▶ [Task to carry out]: In the data below, which lines hold "joint"? Copy every one.

Items listed in a dataset
+ + + +
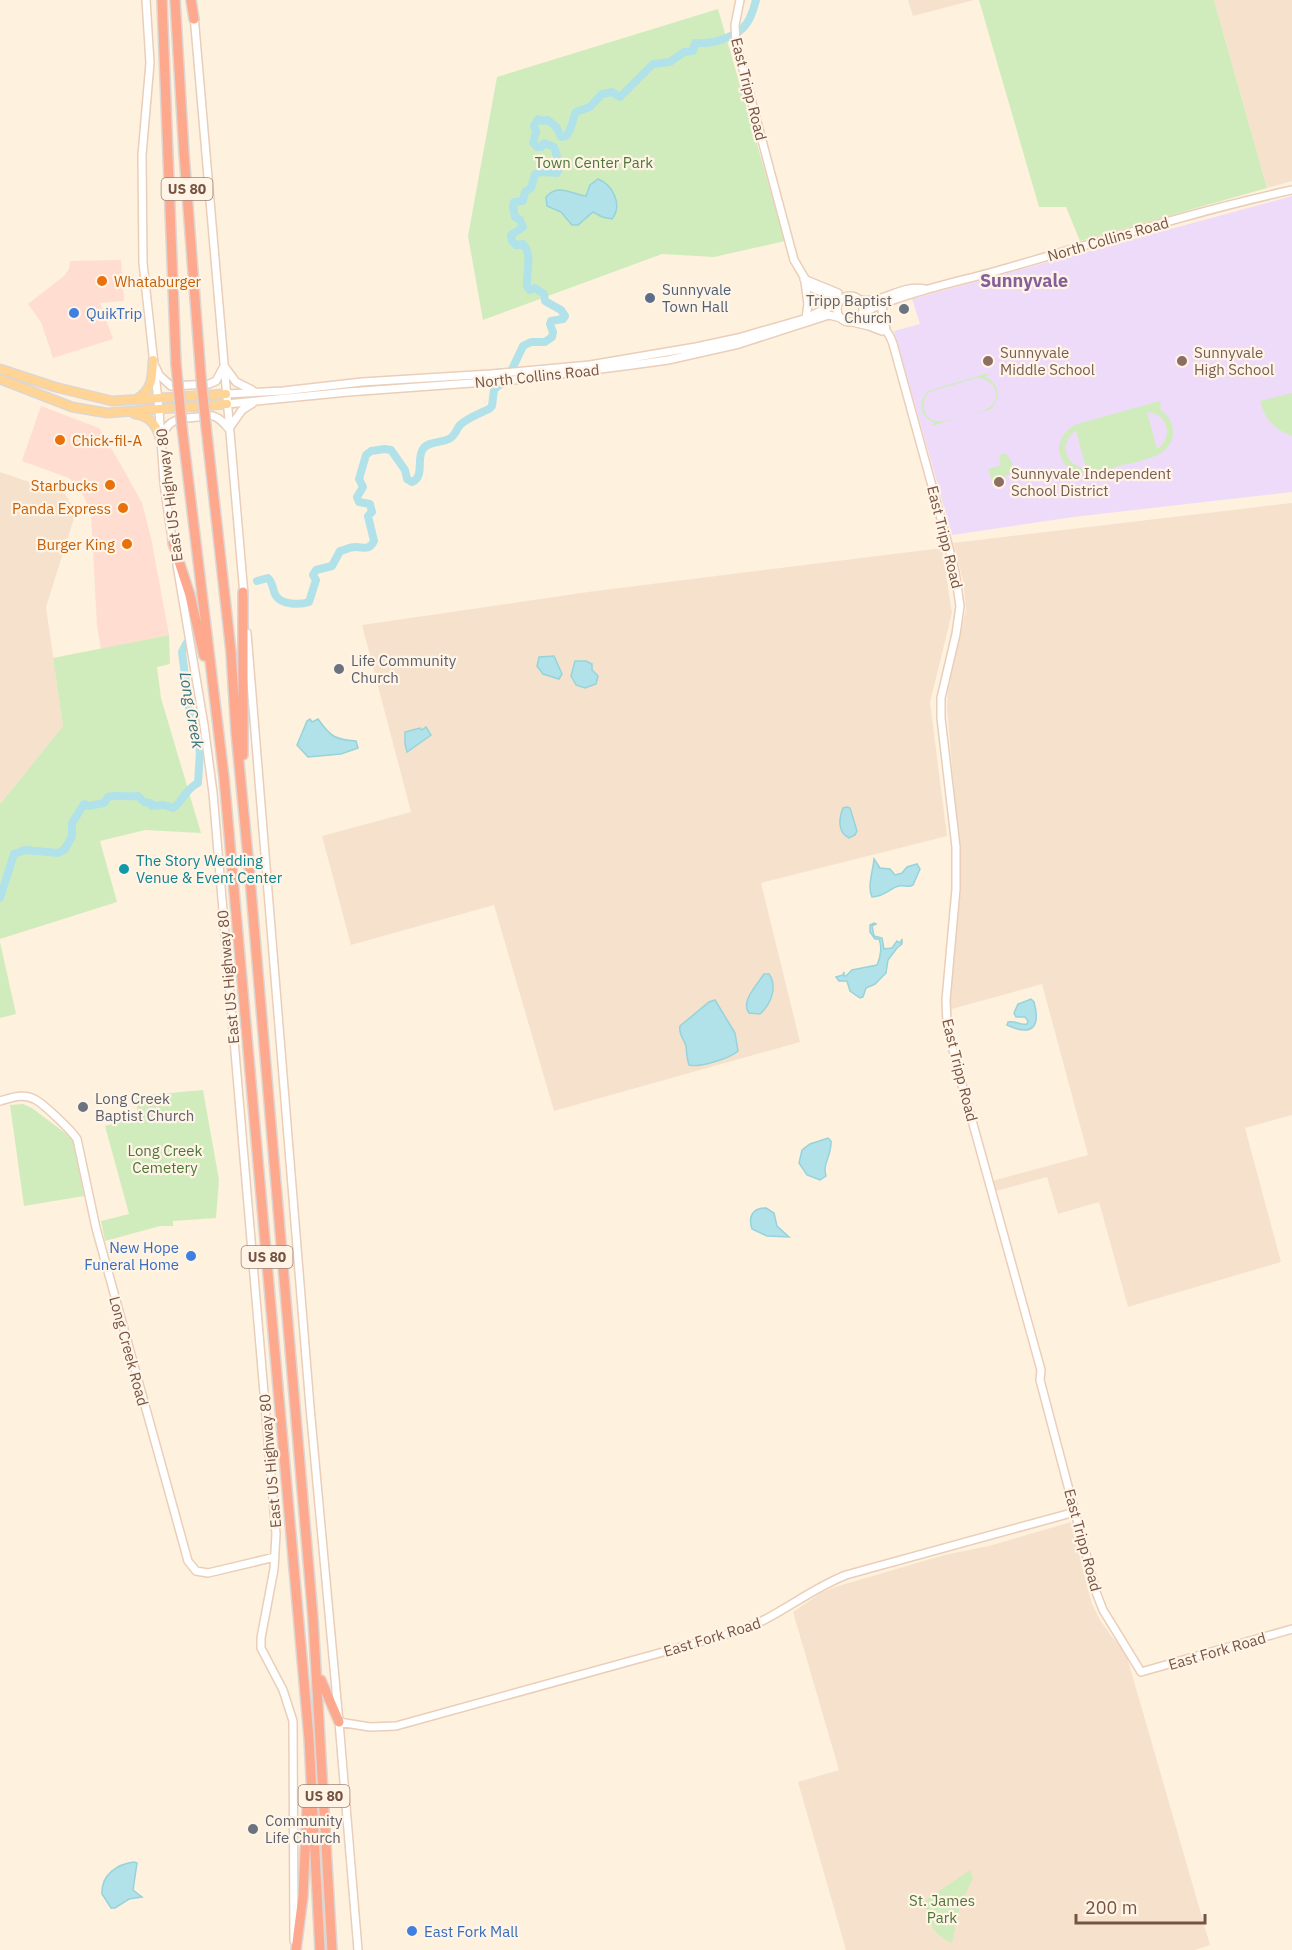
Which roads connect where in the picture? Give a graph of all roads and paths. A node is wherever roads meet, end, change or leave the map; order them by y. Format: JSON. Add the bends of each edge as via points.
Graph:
{"nodes":[{"id":1,"x":146,"y":0,"type":"edge"},
{"id":2,"x":162,"y":0,"type":"edge"},
{"id":3,"x":176,"y":0,"type":"edge"},
{"id":4,"x":192,"y":0,"type":"edge"},
{"id":5,"x":740,"y":0,"type":"edge"},
{"id":6,"x":194,"y":19,"type":"joint"},
{"id":7,"x":1292,"y":190,"type":"edge"},
{"id":8,"x":804,"y":279,"type":"junction"},
{"id":9,"x":925,"y":289,"type":"junction"},
{"id":10,"x":847,"y":296,"type":"junction"},
{"id":11,"x":861,"y":300,"type":"junction"},
{"id":12,"x":839,"y":302,"type":"junction"},
{"id":13,"x":884,"y":303,"type":"junction"},
{"id":14,"x":863,"y":312,"type":"junction"},
{"id":15,"x":806,"y":318,"type":"junction"},
{"id":16,"x":841,"y":318,"type":"junction"},
{"id":17,"x":852,"y":322,"type":"junction"},
{"id":18,"x":886,"y":328,"type":"junction"},
{"id":19,"x":766,"y":333,"type":"junction"},
{"id":20,"x":893,"y":344,"type":"junction"},
{"id":21,"x":153,"y":360,"type":"junction"},
{"id":22,"x":224,"y":365,"type":"junction"},
{"id":23,"x":0,"y":369,"type":"edge"},
{"id":24,"x":536,"y":374,"type":"junction"},
{"id":25,"x":0,"y":379,"type":"edge"},
{"id":26,"x":31,"y":380,"type":"junction"},
{"id":27,"x":400,"y":380,"type":"junction"},
{"id":28,"x":28,"y":389,"type":"junction"},
{"id":29,"x":401,"y":389,"type":"junction"},
{"id":30,"x":255,"y":392,"type":"junction"},
{"id":31,"x":226,"y":394,"type":"junction"},
{"id":32,"x":158,"y":398,"type":"junction"},
{"id":33,"x":137,"y":399,"type":"junction"},
{"id":34,"x":258,"y":401,"type":"junction"},
{"id":35,"x":227,"y":404,"type":"junction"},
{"id":36,"x":159,"y":410,"type":"junction"},
{"id":37,"x":126,"y":413,"type":"junction"},
{"id":38,"x":229,"y":429,"type":"junction"},
{"id":39,"x":161,"y":441,"type":"junction"},
{"id":40,"x":172,"y":543,"type":"junction"},
{"id":41,"x":243,"y":592,"type":"junction"},
{"id":42,"x":240,"y":775,"type":"junction"},
{"id":43,"x":225,"y":777,"type":"junction"},
{"id":44,"x":0,"y":1101,"type":"edge"},
{"id":45,"x":1075,"y":1512,"type":"junction"},
{"id":46,"x":275,"y":1557,"type":"junction"},
{"id":47,"x":1292,"y":1629,"type":"edge"},
{"id":48,"x":315,"y":1642,"type":"junction"},
{"id":49,"x":1141,"y":1672,"type":"joint"},
{"id":50,"x":339,"y":1722,"type":"junction"},
{"id":51,"x":309,"y":1738,"type":"junction"},
{"id":52,"x":295,"y":1950,"type":"edge"},
{"id":53,"x":320,"y":1950,"type":"edge"},
{"id":54,"x":332,"y":1950,"type":"edge"},
{"id":55,"x":358,"y":1950,"type":"edge"}],
"edges":[{"from":1,"to":21,"type":"street","name":"East US Highway 80","via":[[150,63],[141,190],[143,263]]},
{"from":2,"to":43,"type":"highway","number":"US 80","bridge":true,"via":[[176,364]]},
{"from":3,"to":42,"type":"highway","number":"US 80","bridge":true,"via":[[201,378],[231,652]]},
{"from":4,"to":6,"type":"highway"},
{"from":5,"to":8,"type":"street","name":"East Tripp Road","via":[[736,39],[794,260]]},
{"from":6,"to":22,"type":"street"},
{"from":7,"to":9,"type":"street","name":"North Collins Road"},
{"from":8,"to":10,"type":"street"},
{"from":8,"to":12,"type":"street","via":[[815,290]]},
{"from":8,"to":15,"type":"street"},
{"from":9,"to":11,"type":"street","name":"North Collins Road","via":[[912,287],[875,300]]},
{"from":9,"to":13,"type":"street","name":"North Collins Road"},
{"from":10,"to":11,"type":"street"},
{"from":10,"to":12,"type":"street"},
{"from":11,"to":14,"type":"street"},
{"from":12,"to":15,"type":"street","name":"North Collins Road"},
{"from":12,"to":16,"type":"street","via":[[837,311]]},
{"from":13,"to":14,"type":"street","name":"North Collins Road"},
{"from":13,"to":18,"type":"street"},
{"from":14,"to":17,"type":"street","via":[[860,319]]},
{"from":14,"to":18,"type":"street"},
{"from":15,"to":19,"type":"street","name":"North Collins Road"},
{"from":16,"to":17,"type":"street"},
{"from":16,"to":19,"type":"street","name":"North Collins Road","via":[[829,315]]},
{"from":17,"to":20,"type":"street","via":[[877,328]]},
{"from":18,"to":20,"type":"street","name":"East Tripp Road"},
{"from":19,"to":24,"type":"street","name":"North Collins Road","via":[[668,360]]},
{"from":20,"to":45,"type":"street","name":"East Tripp Road","via":[[947,543],[960,606],[941,698],[956,847],[947,1023],[1029,1324]]},
{"from":21,"to":22,"type":"street","via":[[159,375],[171,386],[216,381]]},
{"from":21,"to":32,"type":"street","name":"East US Highway 80"},
{"from":21,"to":33,"type":"main road","via":[[152,382]]},
{"from":22,"to":30,"type":"street","via":[[236,382]]},
{"from":22,"to":31,"type":"street"},
{"from":23,"to":26,"type":"main road"},
{"from":24,"to":27,"type":"street","name":"North Collins Road","via":[[527,371]]},
{"from":24,"to":29,"type":"street","name":"North Collins Road","via":[[514,380]]},
{"from":25,"to":28,"type":"main road"},
{"from":26,"to":28,"type":"main road"},
{"from":26,"to":33,"type":"main road","via":[[112,401]]},
{"from":27,"to":29,"type":"street"},
{"from":27,"to":30,"type":"street","name":"North Collins Road"},
{"from":28,"to":37,"type":"main road","via":[[72,407],[107,414]]},
{"from":29,"to":34,"type":"street","name":"North Collins Road"},
{"from":30,"to":31,"type":"street","name":"North Collins Road"},
{"from":31,"to":32,"type":"main road"},
{"from":31,"to":35,"type":"street"},
{"from":32,"to":33,"type":"main road"},
{"from":32,"to":36,"type":"street","name":"East US Highway 80"},
{"from":34,"to":35,"type":"street","name":"North Collins Road"},
{"from":34,"to":38,"type":"street","via":[[242,410]]},
{"from":35,"to":36,"type":"main road"},
{"from":35,"to":38,"type":"street"},
{"from":36,"to":37,"type":"main road"},
{"from":36,"to":39,"type":"street","name":"East US Highway 80"},
{"from":37,"to":39,"type":"main road","via":[[152,421]]},
{"from":38,"to":39,"type":"street","via":[[222,420],[211,416],[179,419],[165,429]]},
{"from":38,"to":41,"type":"street"},
{"from":39,"to":40,"type":"street","name":"East US Highway 80"},
{"from":40,"to":43,"type":"highway","via":[[197,621]]},
{"from":40,"to":46,"type":"street","name":"East US Highway 80","via":[[213,793],[276,1532]]},
{"from":41,"to":42,"type":"highway"},
{"from":41,"to":50,"type":"street"},
{"from":42,"to":48,"type":"highway","number":"US 80"},
{"from":43,"to":51,"type":"highway","number":"US 80"},
{"from":44,"to":46,"type":"street","name":"Long Creek Road","via":[[16,1096],[34,1099],[70,1129],[76,1139],[96,1228],[188,1561],[196,1571],[208,1573]]},
{"from":45,"to":49,"type":"street","name":"East Tripp Road","via":[[1099,1600]]},
{"from":45,"to":50,"type":"street","name":"East Fork Road","via":[[846,1575],[816,1588],[760,1624],[731,1634],[396,1726]]},
{"from":46,"to":52,"type":"street","name":"East US Highway 80","via":[[261,1648],[283,1690],[293,1721]]},
{"from":47,"to":49,"type":"street","name":"East Fork Road"},
{"from":48,"to":50,"type":"highway","via":[[324,1689]]},
{"from":48,"to":54,"type":"highway","number":"US 80"},
{"from":50,"to":55,"type":"street"},
{"from":51,"to":52,"type":"highway","via":[[303,1896]]},
{"from":51,"to":53,"type":"highway","number":"US 80"}]}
+ + + +
▶ [Answer area]:
{"id":6,"x":194,"y":19,"type":"joint"},
{"id":49,"x":1141,"y":1672,"type":"joint"},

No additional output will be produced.